Apalutamide treatment (+ ADT) is generally well tolerated in patients with nmCRPC, with most adverse reactions of mild to moderate severity and relatively few patients discontinuing treatment because of these events. Albeit ongoing clinical experience is required to fully determine the long-term safety profile of apalutamide (+ ADT), no new safety signals were identified at a median follow-up of 41 months. In a Bayesian anchored MAIC of SPARTAN and PROSPER, apalutamide recipients had a higher probability of an improved tolerability profile than enzalutamide recipients, with a reduced probability (all odds ratios < 1) of the occurrence of any AEs (66.9% probability in favour of apalutamide + ADT vs enzalutamide + ADT), serious AEs (90.9%), fatigue (99.5%), hypertension (99.2%), decreased appetite (98.3%), fall (90.3%), headaches (86.7%) and nausea (80.0%) [40].

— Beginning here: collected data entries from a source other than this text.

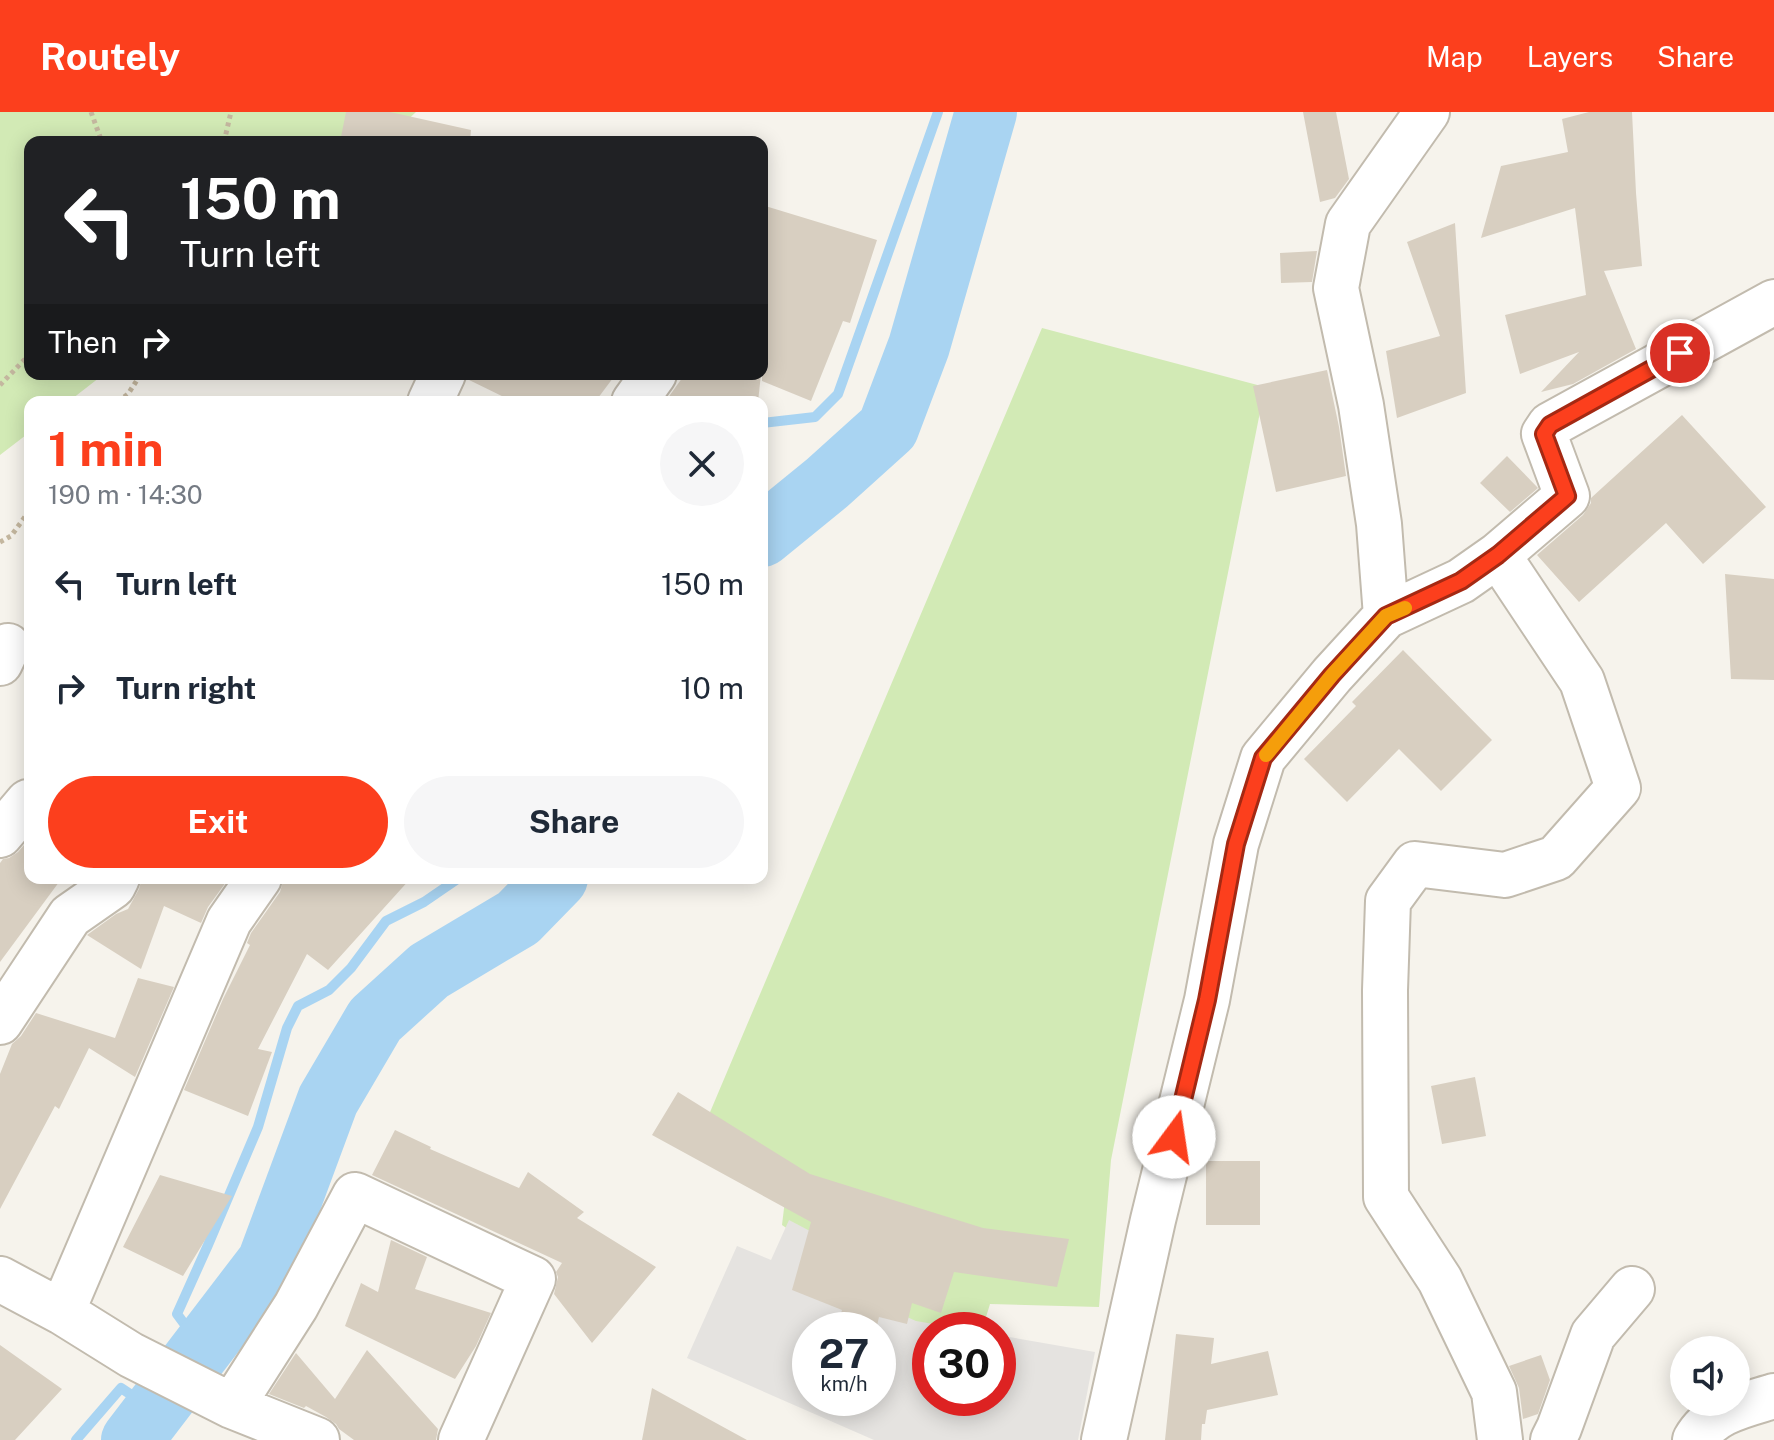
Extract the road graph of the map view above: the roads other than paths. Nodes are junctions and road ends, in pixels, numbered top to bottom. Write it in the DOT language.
graph roads {
  1 [pos="1427,112"];
  2 [pos="1774,302"];
  3 [pos="1498,555"];
  4 [pos="1386,616"];
  5 [pos="114,884"];
  6 [pos="255,884"];
  7 [pos="0,1022"];
  8 [pos="0,1279"];
  9 [pos="1632,1289"];
  10 [pos="62,1312"];
  11 [pos="1774,1396"];
  12 [pos="229,1404"];
  13 [pos="317,1440"];
  14 [pos="461,1440"];
  15 [pos="1104,1440"];
  16 [pos="1500,1440"];
  17 [pos="1553,1440"];
  18 [pos="1695,1440"];
  1 -- 4 [label="street"];
  2 -- 3 [label="street"];
  3 -- 4 [label="street"];
  3 -- 16 [label="street"];
  4 -- 15 [label="street"];
  5 -- 7 [label="street"];
  6 -- 10 [label="street"];
  8 -- 10 [label="street"];
  9 -- 17 [label="street"];
  10 -- 12 [label="street"];
  11 -- 18 [label="street"];
  12 -- 13 [label="street"];
  12 -- 14 [label="street"];
}
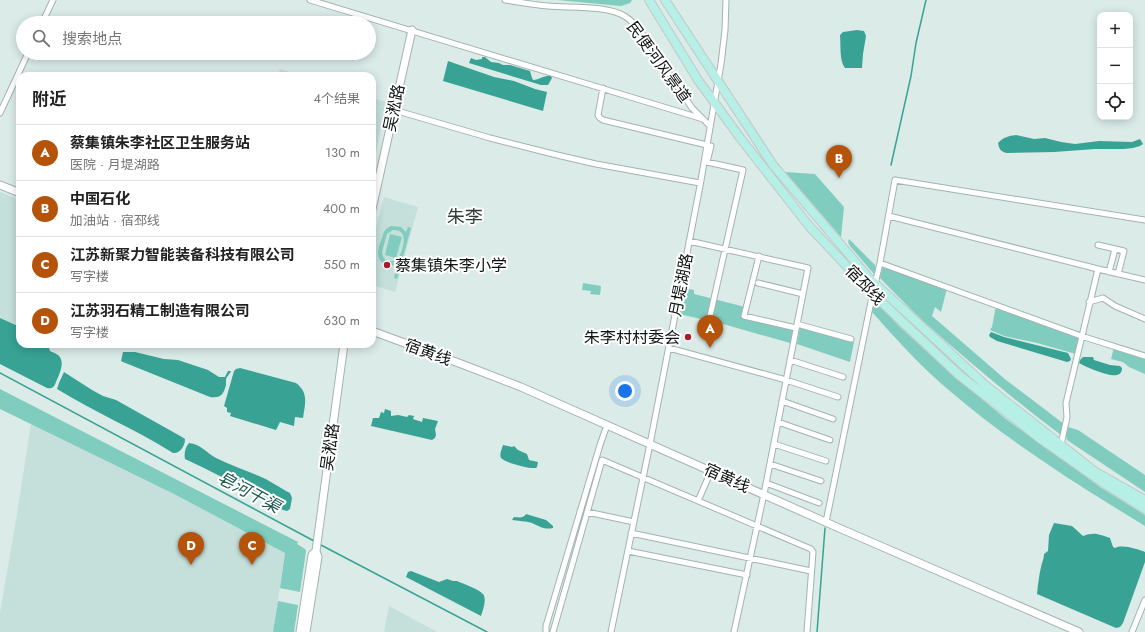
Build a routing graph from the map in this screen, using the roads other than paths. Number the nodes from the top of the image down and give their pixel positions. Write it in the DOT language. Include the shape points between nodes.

Apalutamide (+ ADT) is associated with a low number needed-to-treat (NNT) and a high number needed-to-harm (NNH) in patients with nmCRPC, based on clinical event rates from survival curves and grade 3/4 AE rates in SPARTAN [42]. In terms of NNTs, compared with ADT alone, one additional patient is free of developing metastases or death at 12, 24 and 36 months for every 3.6, 2.7 and 2.3 patients treated with apalutamide (+ ADT), respectively; the NNH with apalutamide treatment (+ ADT) for grade 3/4 AEs is ≥ 20 [42].